The bill, which has a $105 million, two-year new-spending target, covers much more than police reform. It also funds the courts, departments of Corrections and Public Safety and public defenders, among many other related budget areas. Limmer said a great many of those are now resolved.

Further, Hortman on Monday described a substantial breakthrough on the omnibus—though it doesn’t directly relate to police reform. That’s a deal to keep the spending target at $105 million while deleting a Senate demand that a $30 million recharge to the depleted Disaster Assistance Contingency Account be taken out of the public safety/judiciary budget.

Hortman said that concession could finance violence-prevention measures that are high priority for Democrats and perhaps pave a wider path toward bipartisan accord on the overall bill.

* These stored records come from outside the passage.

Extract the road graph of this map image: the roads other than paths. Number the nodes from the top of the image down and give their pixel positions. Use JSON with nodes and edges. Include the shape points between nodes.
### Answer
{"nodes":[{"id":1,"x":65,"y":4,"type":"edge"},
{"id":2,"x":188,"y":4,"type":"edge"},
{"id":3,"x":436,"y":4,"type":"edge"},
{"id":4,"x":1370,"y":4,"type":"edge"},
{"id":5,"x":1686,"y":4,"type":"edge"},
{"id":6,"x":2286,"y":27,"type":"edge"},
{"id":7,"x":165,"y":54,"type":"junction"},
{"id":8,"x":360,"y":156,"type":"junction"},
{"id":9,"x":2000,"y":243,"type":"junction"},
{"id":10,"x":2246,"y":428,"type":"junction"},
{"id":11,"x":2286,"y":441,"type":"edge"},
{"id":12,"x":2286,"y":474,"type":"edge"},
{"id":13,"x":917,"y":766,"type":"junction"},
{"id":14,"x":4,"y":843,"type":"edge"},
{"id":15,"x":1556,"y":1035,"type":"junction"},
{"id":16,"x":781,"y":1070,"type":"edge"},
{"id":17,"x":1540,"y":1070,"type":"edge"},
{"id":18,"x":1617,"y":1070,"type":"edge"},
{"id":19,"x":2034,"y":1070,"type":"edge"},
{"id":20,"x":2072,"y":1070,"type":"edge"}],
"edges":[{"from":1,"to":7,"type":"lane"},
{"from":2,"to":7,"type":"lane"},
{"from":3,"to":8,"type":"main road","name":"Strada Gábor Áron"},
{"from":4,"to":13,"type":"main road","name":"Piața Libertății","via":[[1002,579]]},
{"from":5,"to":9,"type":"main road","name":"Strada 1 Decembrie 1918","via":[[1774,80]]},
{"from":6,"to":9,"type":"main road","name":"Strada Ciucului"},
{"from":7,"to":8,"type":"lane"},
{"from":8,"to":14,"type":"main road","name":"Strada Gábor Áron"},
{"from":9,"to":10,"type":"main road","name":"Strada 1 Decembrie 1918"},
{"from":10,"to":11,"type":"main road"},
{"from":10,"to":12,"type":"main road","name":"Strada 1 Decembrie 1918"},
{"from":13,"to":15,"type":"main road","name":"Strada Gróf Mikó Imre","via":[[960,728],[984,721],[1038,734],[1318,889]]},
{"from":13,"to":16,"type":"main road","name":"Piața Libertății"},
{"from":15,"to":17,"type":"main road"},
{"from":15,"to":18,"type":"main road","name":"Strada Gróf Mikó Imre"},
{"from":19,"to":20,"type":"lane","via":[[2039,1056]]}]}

That could be, but there is little evidence, at least for now, that things are working out that way. And the wide gap in the two chambers’ attitudes toward police accountability is the chief reason why.

In Limmer’s view, many of the 100-plus, DFL-championed police policies would only work to sap law enforcement’s strength at time when an ongoing Twin Cities violent-crime wave suggests that more, not less policing is what’s needed.

“I find it very uncomfortable to weaken the authority of police officers while the Twin Cities are experiencing a huge epidemic of violent crime,” Limmer said. “It does not encourage me to pass a lot of police reform at this time.”